Anthropologist Steve Leavitt, more
accustomed to doing field work in far-off places like Papua
New Guinea or Fiji,
this fall finds himself taking notes in what he calls “my ethnographic
playground” here on campus.
Leavitt, the acting dean of
students, also finds himself in a new position — working without his wife, Karen
Brison, who also teaches in the anthropology department.
“We've shared every job until
now,” Leavitt says. “Now, I'm dean of students and she's not and I don't know
what to do,” he jokes, adding that Karen, with her experience as a researcher
in political anthropology, seems to be able to recall “every
single interaction she has ever had with a student.”
The couple joined the College 10
years ago, and for the last three have served as co-directors of the Union
Scholars Program. They have led three term abroad programs in Fiji
in which students used the internet to share their ethnographic fieldwork with
their on-campus peers. For their first two years with the College, they lived
in the guest house on Lenox Road
(now Thurston House) and had the opportunity to be among the first to greet new
faculty colleagues and campus visitors.
Before joining Union,
the couple taught together at Washington
University in St.
Louis.
“I want to use this year as a time for all of us to assess
the good and not-so-good about student life here outside of academics,” Leavitt
said in a letter introducing himself to students. “This includes housing,
social life, psychological and social services, and, yes, parking.”
His goal, Leavitt says, is to seek
out and gather information for a report to his successor.
Leavitt says he fell in love with
the liberal arts college experience when he was an undergraduate at Swarthmore.

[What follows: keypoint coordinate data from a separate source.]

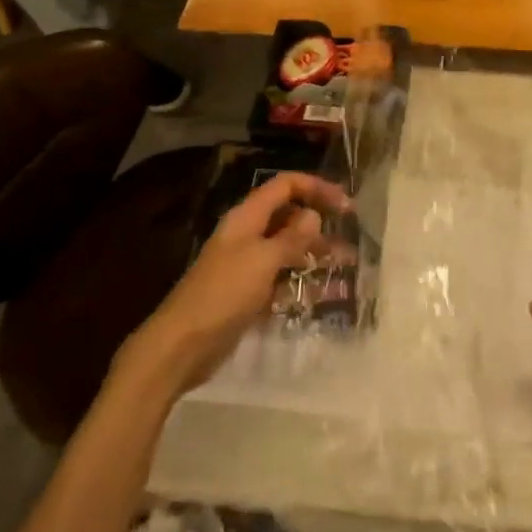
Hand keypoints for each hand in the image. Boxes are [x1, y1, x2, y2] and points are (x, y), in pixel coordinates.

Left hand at [120, 172, 354, 394]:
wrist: (182, 345)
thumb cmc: (224, 294)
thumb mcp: (263, 260)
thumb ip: (291, 237)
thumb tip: (313, 214)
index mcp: (247, 217)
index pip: (285, 186)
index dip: (315, 187)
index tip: (345, 204)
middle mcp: (247, 234)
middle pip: (287, 215)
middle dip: (319, 221)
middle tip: (350, 235)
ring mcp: (246, 264)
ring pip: (286, 247)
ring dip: (313, 251)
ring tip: (345, 263)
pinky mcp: (246, 292)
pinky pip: (279, 276)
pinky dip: (299, 278)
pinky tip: (320, 291)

There, he majored in religion, served as a resident advisor, got up early to
sell copies of The New York Times,
and worked as a tour guide who also set up overnight stays for prospective
students.
He went on to earn his Ph.D. at
the University of California
at San Diego, where he met his
wife. He has written on religious movements, family relations, sexuality,
adolescence, and responses to bereavement. He and his wife did their doctoral
field research independently in 1984-1986, in two adjacent
societies of the East Sepik Province of Papua New Guinea. Leavitt's
dissertation looked at how a contemporary religious revival movement was
informed both by local colonial history and by continued emotional conflicts in
family relationships.
Leavitt and Brison live in Schenectady
with their son, Jeffrey, now in third grade.